> [Exercise aim] Look through the data below, and copy each line that carries the word "García".

• • • • • • •

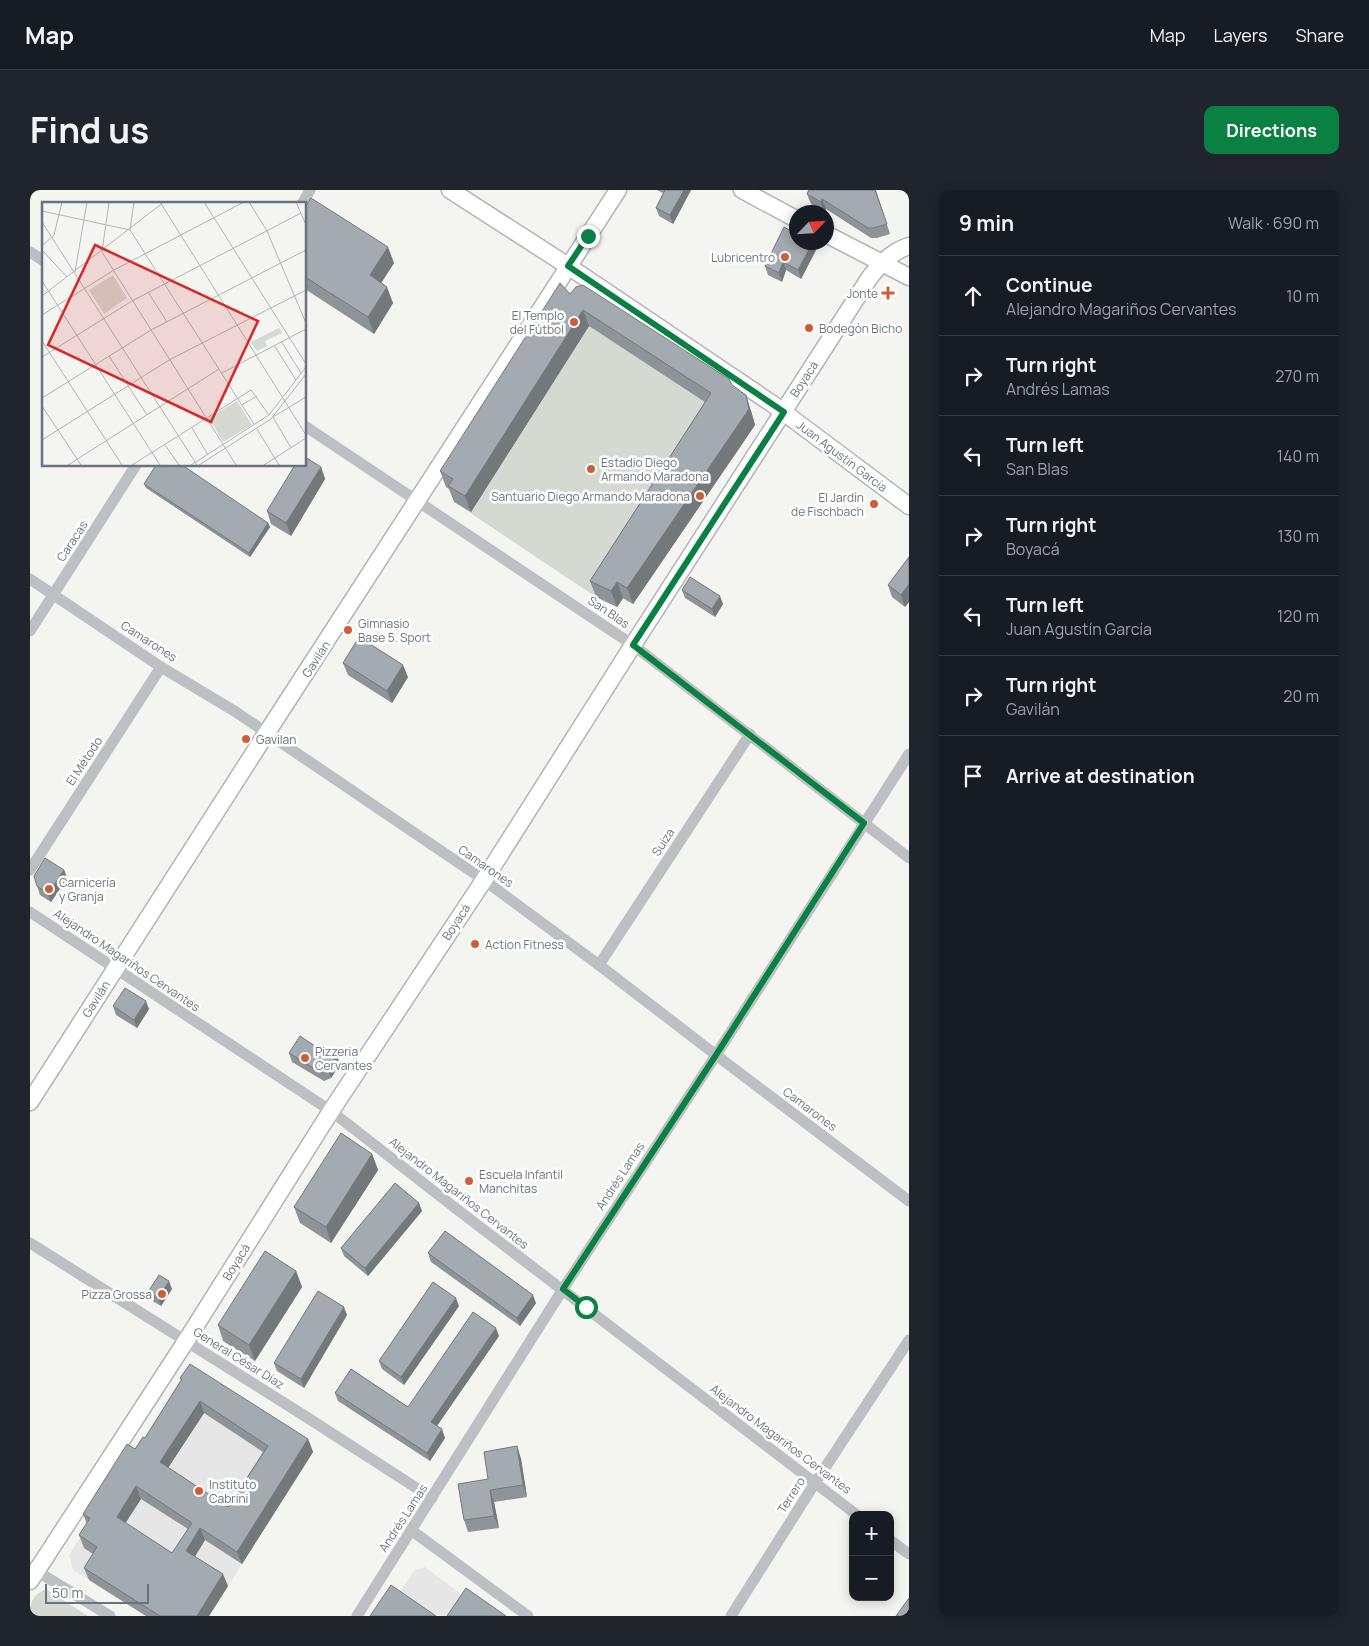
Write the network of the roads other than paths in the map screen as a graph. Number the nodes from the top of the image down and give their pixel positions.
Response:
1 (310, 190) edge
2 (450, 190) edge
3 (618, 190) edge
4 (742, 190) edge
5 (303, 202) edge
6 (789, 215) edge
7 (834, 238) edge
8 (909, 246) edge
9 (30, 252) edge
10 (42, 260) edge
11 (881, 263) junction
12 (568, 266) junction
13 (909, 277) edge
14 (784, 412) junction
15 (306, 427) edge
16 (135, 466) edge
17 (418, 502) junction
18 (909, 506) edge
19 (30, 579) edge
20 (54, 594) junction
21 (30, 631) edge
22 (633, 645) junction
23 (161, 667) junction
24 (266, 734) junction
25 (750, 734) junction
26 (909, 754) edge
27 (864, 823) junction
28 (909, 858) edge
29 (30, 870) edge
30 (484, 880) junction
31 (30, 912) edge
32 (598, 965) junction
33 (115, 969) junction
34 (716, 1055) junction
35 (30, 1102) edge
36 (331, 1111) junction
37 (909, 1201) edge
38 (30, 1243) edge
39 (563, 1289) junction
40 (909, 1340) edge
41 (186, 1341) junction
42 (816, 1483) junction
43 (432, 1498) junction
44 (852, 1511) edge
45 (411, 1530) junction
46 (894, 1543) edge
47 (909, 1554) edge
48 (32, 1573) edge
49 (110, 1616) edge
50 (357, 1616) edge
51 (528, 1616) edge
52 (731, 1616) edge

1 - 5 street
2 - 12 street, Juan Agustín García
3 - 12 street, Gavilán
4 - 6 street
7 - 11 street
8 - 11 street, Boyacá
9 - 10 street
11 - 13 street
11 - 14 street, Boyacá
12 - 14 street, Juan Agustín García
12 - 17 street, Gavilán
14 - 18 street, Juan Agustín García
14 - 22 street, Boyacá
15 - 17 street, San Blas
16 - 20 street, Caracas
17 - 22 street, San Blas
17 - 24 street, Gavilán
19 - 20 street, Camarones
20 - 21 street, Caracas
20 - 23 street, Camarones
22 - 25 street, San Blas
22 - 30 street, Boyacá
23 - 24 street, Camarones
23 - 29 street, El Método
24 - 30 street, Camarones
24 - 33 street, Gavilán
25 - 27 street, San Blas
25 - 32 street, Suiza
26 - 27 street, Andrés Lamas
27 - 28 street, San Blas
27 - 34 street, Andrés Lamas
30 - 32 street, Camarones
30 - 36 street, Boyacá
31 - 33 street, Alejandro Magariños Cervantes
32 - 34 street, Camarones
33 - 35 street, Gavilán
33 - 36 street, Alejandro Magariños Cervantes
34 - 37 street, Camarones
34 - 39 street, Andrés Lamas
36 - 39 street, Alejandro Magariños Cervantes
36 - 41 street, Boyacá
38 - 41 street, General César Díaz
39 - 42 street, Alejandro Magariños Cervantes
39 - 43 street, Andrés Lamas
40 - 42 street, Terrero
41 - 43 street, General César Díaz
41 - 48 street, Boyacá
42 - 44 street, Alejandro Magariños Cervantes
42 - 52 street, Terrero
43 - 45 street, Andrés Lamas
45 - 50 street, Andrés Lamas
45 - 51 street
46 - 47 street
48 - 49 street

• • • • • • •

> [Response box]
2 - 12 street, Juan Agustín García
12 - 14 street, Juan Agustín García
14 - 18 street, Juan Agustín García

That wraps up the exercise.